MATTR

Moving-Average Type-Token Ratio (MATTR)

MATTR computes TTR across a sliding window and removes the sample-length confound that makes raw TTR unreliable.

What MATTR measures

Moving-Average Type-Token Ratio, introduced by Covington and McFall in 2010, computes TTR across a sliding window of fixed size (typically 50 or 100 tokens) and then averages across all windows in the sample. Because every window is the same length, the resulting average is invariant to how long the overall sample is — the single biggest criticism of traditional TTR disappears. MATTR has become the lexical-diversity metric of choice in modern automated LSA tools and in most corpus-linguistic research.

Formula

MATTR = mean of (TTR_i) over all length-W sliding windows, where W is the window size

Normative ranges and benchmarks

  • W = 50, age 5;0 — mean 0.72 (typical range 0.68 – 0.78)
  • W = 50, age 8;0 — mean 0.77 (typical range 0.72 – 0.82)
  • W = 50, age 12;0 — mean 0.80 (typical range 0.76 – 0.84)
  • Window sizes below 25 tokens give noisy estimates; above 100 tokens give diminishing returns
  • MATTR is stable across samples of 100 to 1000 tokens, making it ideal for cross-child comparison

Normative bands are central estimates drawn from the cited literature. Individual variation is wide — always cross-reference against the source paper and your assessment's own manual before quoting a cut-score in a report.

Clinical use

MATTR earns its place in a report on the days you have samples of wildly different lengths — one child produced 80 utterances at a picnic, the next produced 280 at the art table, and you still want to compare their lexical diversity honestly. Because MATTR is averaged across same-size windows, it behaves itself even on uneven samples. For day-to-day clinical practice the interpretation is the same as TTR — higher is more diverse — but it can be placed alongside published windows sizes without the "compared to what?" asterisk. Clinicians should set their window to 50 tokens for typical clinic-length samples and to 100 tokens for corpus-level data.

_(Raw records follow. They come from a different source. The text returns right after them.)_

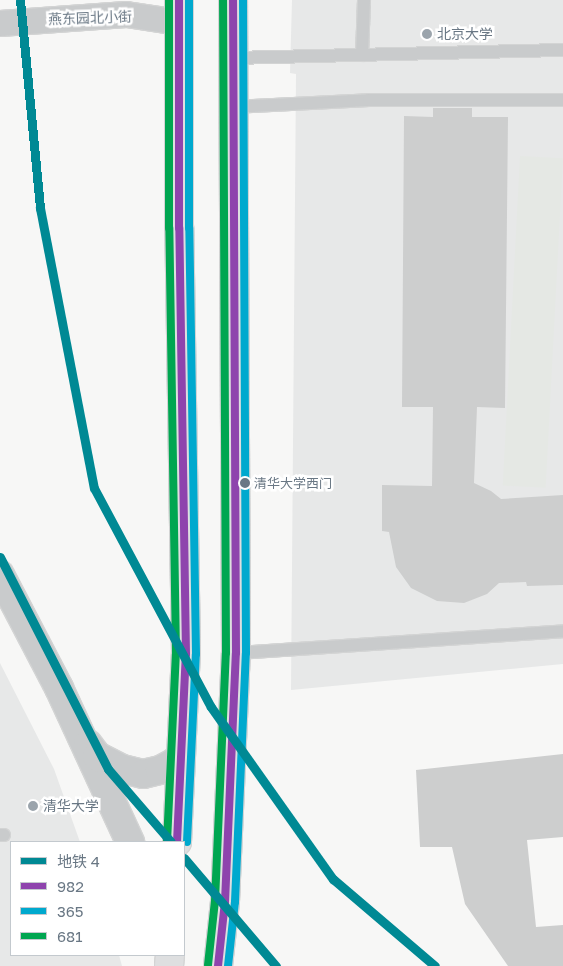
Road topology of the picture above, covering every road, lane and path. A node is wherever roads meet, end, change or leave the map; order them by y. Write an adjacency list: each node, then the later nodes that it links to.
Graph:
1 (233, 0): 7 (main road)
2 (364, 0): 6 (lane)
3 (179, 11): 4 (street, 燕东园北小街); 14 (main road)
4 (0, 23)
5 (563, 50): 6 (lane)
6 (362, 55): 7 (lane)
7 (233, 58): 9 (main road)
8 (563, 100): 9 (lane)
9 (233, 107): 12 (main road)
10 (0, 575): 13 (street)
11 (563, 631): 12 (lane)
12 (236, 653): 17 (main road)
13 (82, 736): 14 (street); 15 (street)
14 (181, 754): 16 (main road)
15 (130, 841)
16 (177, 841)
17 (218, 966)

MATTR is what happens when a linguist does the statistics homework TTR skipped. For about forty lines of Python you get a number you can actually put into a report without the committee asking about sample length.
Forty lines of Python, one honest number

References

  1. Covington, M. A., & McFall, J. D. (2010). Cutting the Gordian knot: The moving-average type-token ratio (MATTR). Journal of Quantitative Linguistics, 17(2), 94–100.
  2. Fergadiotis, G., Wright, H. H., & West, T. M. (2013). Measuring lexical diversity in narrative discourse. American Journal of Speech-Language Pathology, 22(2), S397–S408.
  3. Kyle, K. (2016). Measuring syntactic development in L2 writing: Fine grained indices of syntactic complexity and usage-based indices of syntactic sophistication. Georgia State University dissertation.